My inner critic lobs these reminders to me as I carry on with the building of my improv suit. There’s an element of truth to each of the warnings, but not enough to stop me. The chatter is not unlike the tinnitus I’ve developed; when my focus is elsewhere it doesn’t bother me.
The suit is an exploration. This nonverbal melding of heart and hands will help me to flesh out concepts and feelings and, eventually, to find words I’m looking for. It’s a way of digging in.
All the work I want do right now is based in celebrating the human spirit. That realization came to me in a conversation about framing up my vocation. Within twenty-four hours of verbalizing that, I began my What Matters photo album, and was given an opportunity to express through making; Jean Cherouny asked me to take part in a project called Improv Suits.
Jean’s On This List
Some of the coolest people you could ever wish to know (Jean included) are listed on this roster of teaching artists. When I was associated with the Arts Council, I became familiar with and began to admire the work of these thoughtful, energetic, creatives. I often referred to them as heroes.
Eric Booth is a renowned arts learning consultant who speaks well about the magic of that profession. He is adept in describing the ways in which creative activities change us. Reading him helps me understand how saying “yes” to an art project can better me as a life coach. Consider this powerful list made by Mr. Booth in a larger posting:
THE HABITS OF MIND OF CREATIVE ENGAGEMENT
These are the key processes, actions, and attitudes activated when we invest ourselves in the flow of creating. These can be focused on and developed as habits of mind.
1 • Generating multiple ideas and solutions.

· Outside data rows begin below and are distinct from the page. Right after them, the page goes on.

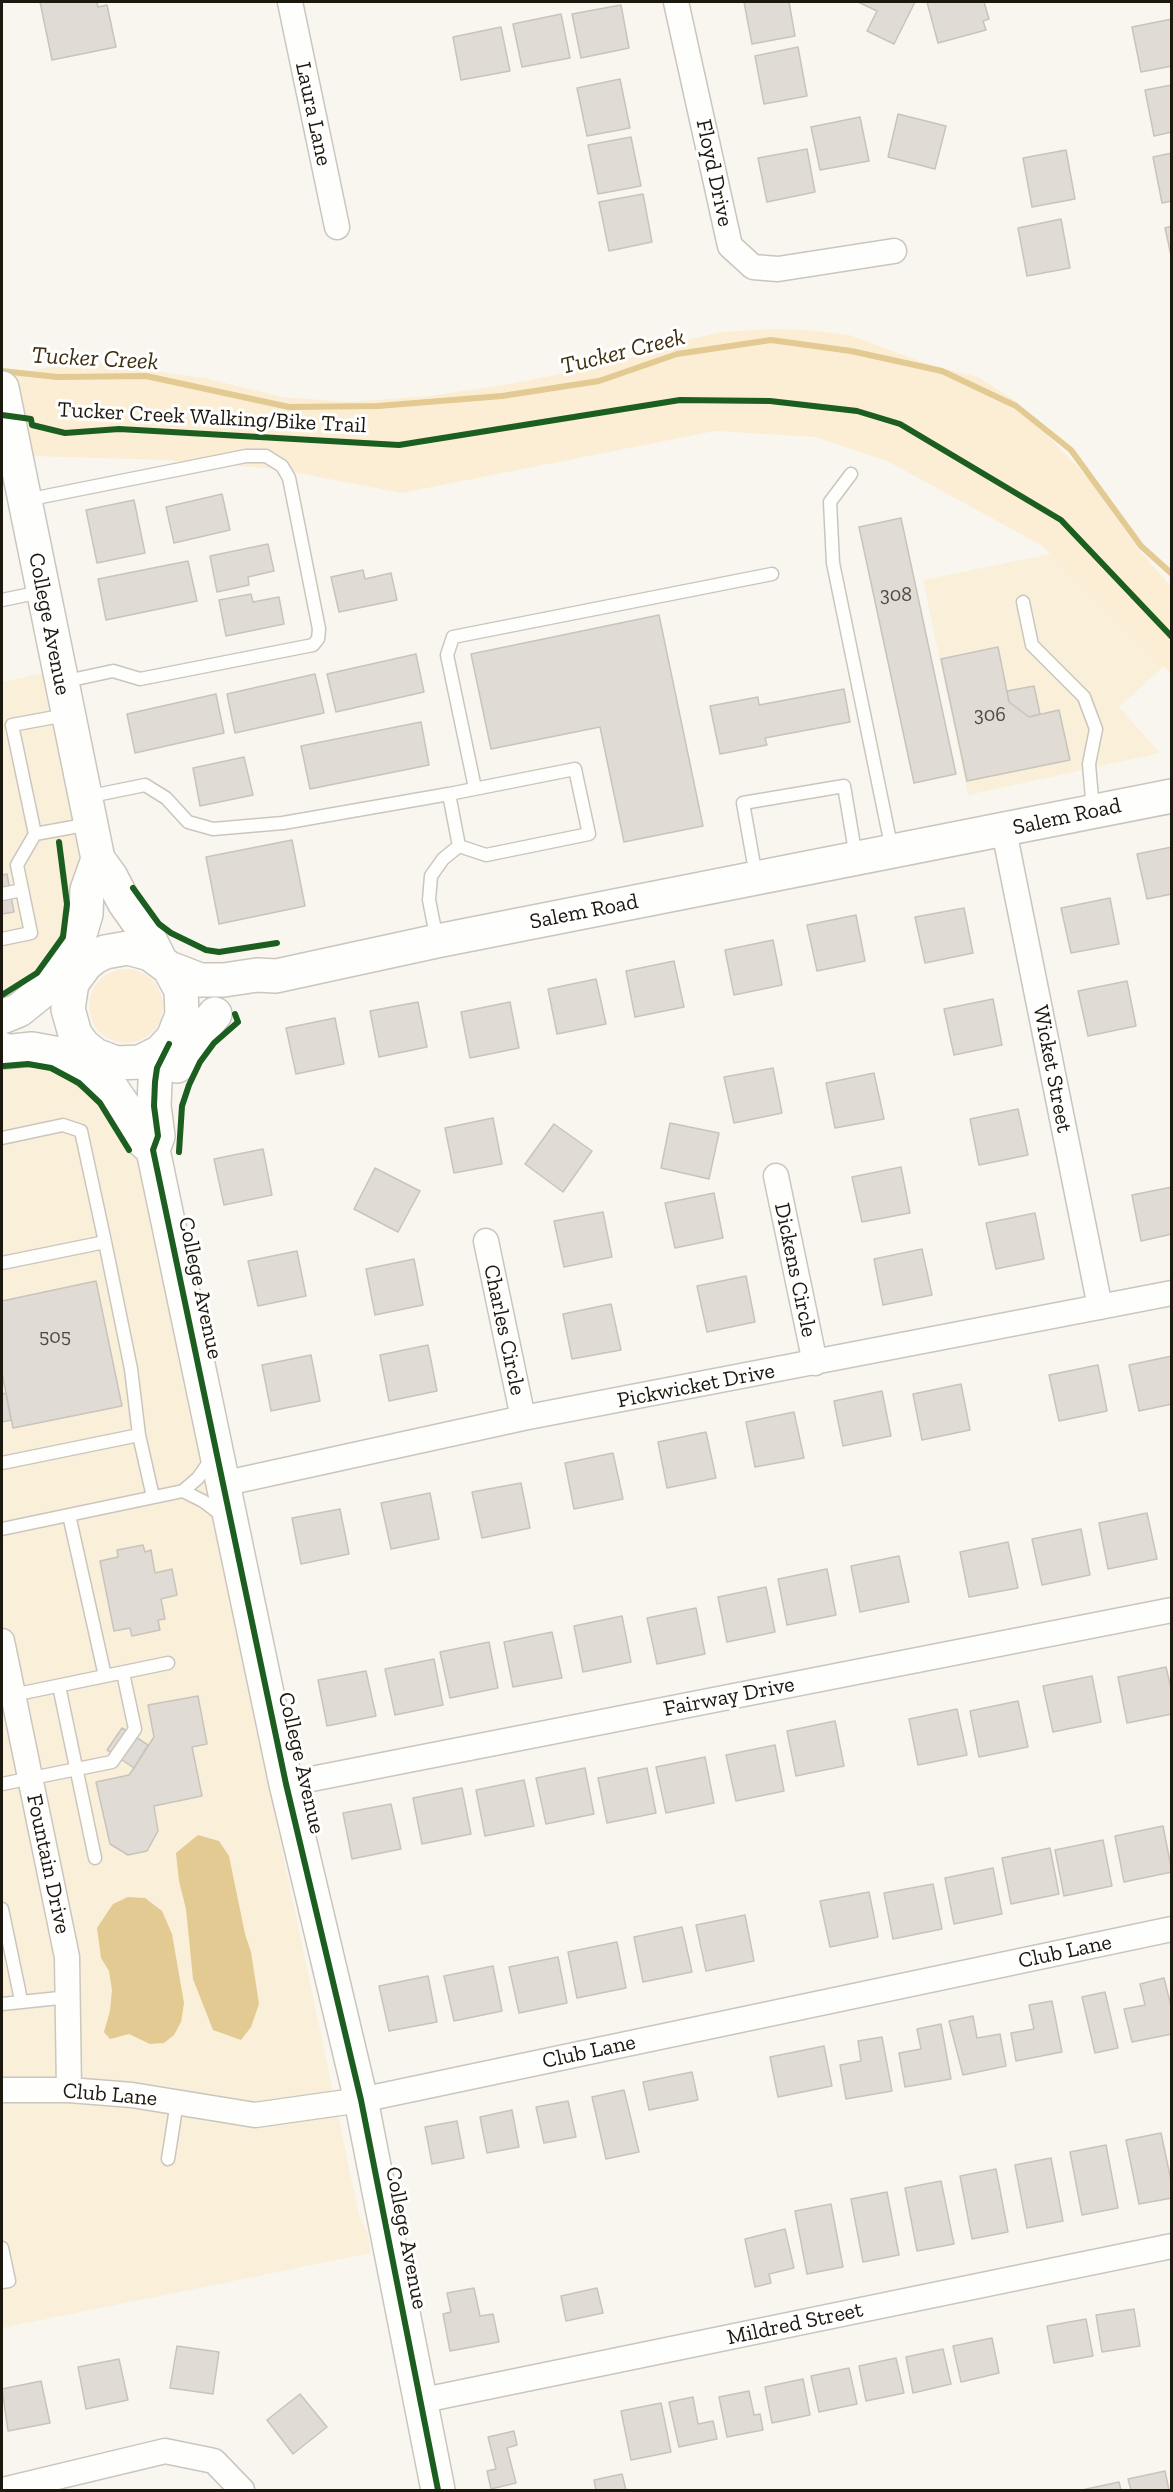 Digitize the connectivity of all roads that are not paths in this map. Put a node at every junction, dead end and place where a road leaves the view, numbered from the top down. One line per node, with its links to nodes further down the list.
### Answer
1 (290, 2): 3 (street, Laura Lane)
2 (676, 2): 4 (street, Floyd Drive)
3 (337, 227)
4 (894, 251)
5 (4, 398): 7 (street, College Avenue)
6 (851, 474): 23 (lane)
7 (25, 500): 9 (street, College Avenue); 12 (lane)
8 (772, 574): 15 (lane)
9 (42, 591): 10 (lane); 12 (street, College Avenue)
10 (2, 600)
11 (1023, 602): 19 (lane)
12 (61, 682): 13 (street, College Avenue)
13 (68, 715): 14 (lane); 18 (street, College Avenue)
14 (7, 726): 21 (lane)
15 (475, 788): 16 (lane); 22 (lane)
16 (449, 794): 18 (lane); 22 (lane)
17 (1172, 796): 19 (street, Salem Road)
18 (87, 811): 21 (lane); 25 (street, College Avenue)
19 (1093, 811): 20 (street, Salem Road)
20 (1004, 831): 23 (street, Salem Road); 49 (street, Wicket Street)
21 (35, 834): 27 (lane)
22 (459, 846): 30 (lane)
23 (892, 851): 24 (street, Salem Road)
24 (856, 858): 26 (street, Salem Road); 26 (lane)
25 (96, 865): 31 (street, College Avenue); 32 (street, College Avenue); 34 (street)
26 (756, 878): 30 (street, Salem Road)
27 (22, 890): 28 (lane); 29 (lane)
28 (2, 894)
29 (2, 939)
30 (438, 941): 33 (street, Salem Road)
31 (159, 955): 32 (street); 33 (street, Salem Road); 38 (street)
32 (82, 968): 34 (street); 40 (street)
33 (266, 976): 35 (street, Salem Road)
34 (49, 986): 36 (street)
35 (215, 1014): 38 (street, Salem Road); 43 (street)
36 (2, 1017)
37 (2, 1041): 40 (street)
38 (171, 1041): 40 (street); 43 (street, College Avenue)
39 (2, 1049): 41 (street)
40 (89, 1050): 41 (street, College Avenue)
41 (114, 1091): 43 (street, College Avenue)
42 (2, 1138): 46 (lane)
43 (156, 1143): 53 (street, College Avenue)
44 (776, 1176): 50 (street, Dickens Circle)
45 (486, 1241): 51 (street, Charles Circle)
46 (105, 1242): 47 (lane); 52 (lane)
47 (2, 1263)
48 (1172, 1293): 49 (street, Pickwicket Drive)
49 (1100, 1307): 50 (street, Pickwicket Drive)
50 (815, 1364): 51 (street, Pickwicket Drive)
51 (523, 1418): 55 (street, Pickwicket Drive)
52 (139, 1435): 54 (lane); 57 (lane)
53 (216, 1452): 55 (street, College Avenue); 56 (lane)
54 (2, 1463)
55 (222, 1484): 59 (street, College Avenue)
56 (183, 1491): 57 (lane); 59 (lane)
57 (153, 1497): 58 (lane)
58 (69, 1515): 60 (lane); 65 (lane)
59 (230, 1521): 71 (street, College Avenue)
60 (2, 1529)
61 (1172, 1610): 71 (street, Fairway Drive)
62 (2, 1641): 67 (street, Fountain Drive)
63 (168, 1663): 64 (lane)
64 (123, 1673): 65 (lane); 68 (lane)
65 (105, 1676): 66 (lane)
66 (59, 1686): 67 (lane); 68 (lane)
67 (13, 1695): 69 (street, Fountain Drive)
68 (77, 1769): 69 (lane); 72 (lane)
69 (30, 1779): 70 (lane); 75 (street, Fountain Drive)
70 (2, 1784)
71 (286, 1784): 80 (street, College Avenue)
72 (95, 1858)
73 (2, 1909): 76 (lane)
74 (1172, 1929): 80 (street, Club Lane)
75 (69, 1997): 76 (lane); 79 (street, Fountain Drive)
76 (21, 2000): 77 (lane)
77 (2, 2004)
78 (2, 2090): 79 (street, Club Lane)
79 (69, 2090): 81 (street, Club Lane)
80 (362, 2100): 81 (street, Club Lane); 86 (street, College Avenue)
81 (177, 2102): 82 (lane)
82 (168, 2159)
83 (1172, 2246): 86 (street, Mildred Street)
84 (2, 2248): 85 (lane)
85 (5, 2282)
86 (419, 2401): 89 (street, College Avenue)
87 (3, 2490): 88 (street)
88 (242, 2490)
89 (438, 2490)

2 • Sustaining an inner atmosphere of exploration.
3 • Using one’s own voice.
4 • Trusting one’s own judgments.
5 • Formulating good questions and problems.
6 • Improvising.
7 • Finding humor.
8 • Crafting.
9 • Making choices based on a variety of criteria.
10 • Inquiring skillfully.
11 • Persisting.
12 • Self-assessing.
13 • Reflecting metacognitively.
14 • Thinking analogically.
15 • Willingly suspending disbelief.
16 • Observing intentionally.
17 • Going back and forth between parts and wholes.
18 • Trying on multiple points of view.
19 • Working with others.
20• Tapping and following intrinsic motivation.
Yes please. I would like to do that. I would like to be that. What habit on this list that would not serve me well in being a great coach, facilitator, colleague, friend, partner, or world citizen?
About My Piece
There’s a concept based in design thinking used often in working with humans and solving problems. In most basic terms I’ll refer to it as diverge (create choices) | converge (make choices). It looks like this .
But difficult problems absolutely demand spending time and energy in the pulled-apartness rather than rushing to converge. That vertical dotted line in the first graphic must become something else, something more horizontal and spread out. The process begins to look more like this.
And it is uncomfortable for us to linger in the diverged and uncovered.
Facing Covid—and myriad other pressing world issues—I wonder when is it important to move ahead and when is it important to pull back? When to diverge and when to converge? How, in using phrases like “return to normal” and “get back to the way things were,” are we pushing away discomfort at the cost of discovering something new? When does rushing to a solution not serve us? When does it? How might we discover the answers we need in response to all the wicked problems confronting us?
Individually and collectively, we need to ramble around sometimes in that wild and messy, scary, comforting, gorgeous, shining, surprising, wonderful force that lives in each of us. We benefit from exploring the space which can remind us how to keep going, what we have to offer, and . . .
What Not to Heed
My inner critic visits again. It has switched gears and is showing me everything it doesn’t like about my suit. My technical chops are absolutely those of the amateur (which I am). The concept might fall flat. The result could be misinterpreted.
But, I can’t fail at this. My improv suit is built. You could say I’ve got it made.
Susan McDowell is a coach, facilitator, and creative based in Central Vermont.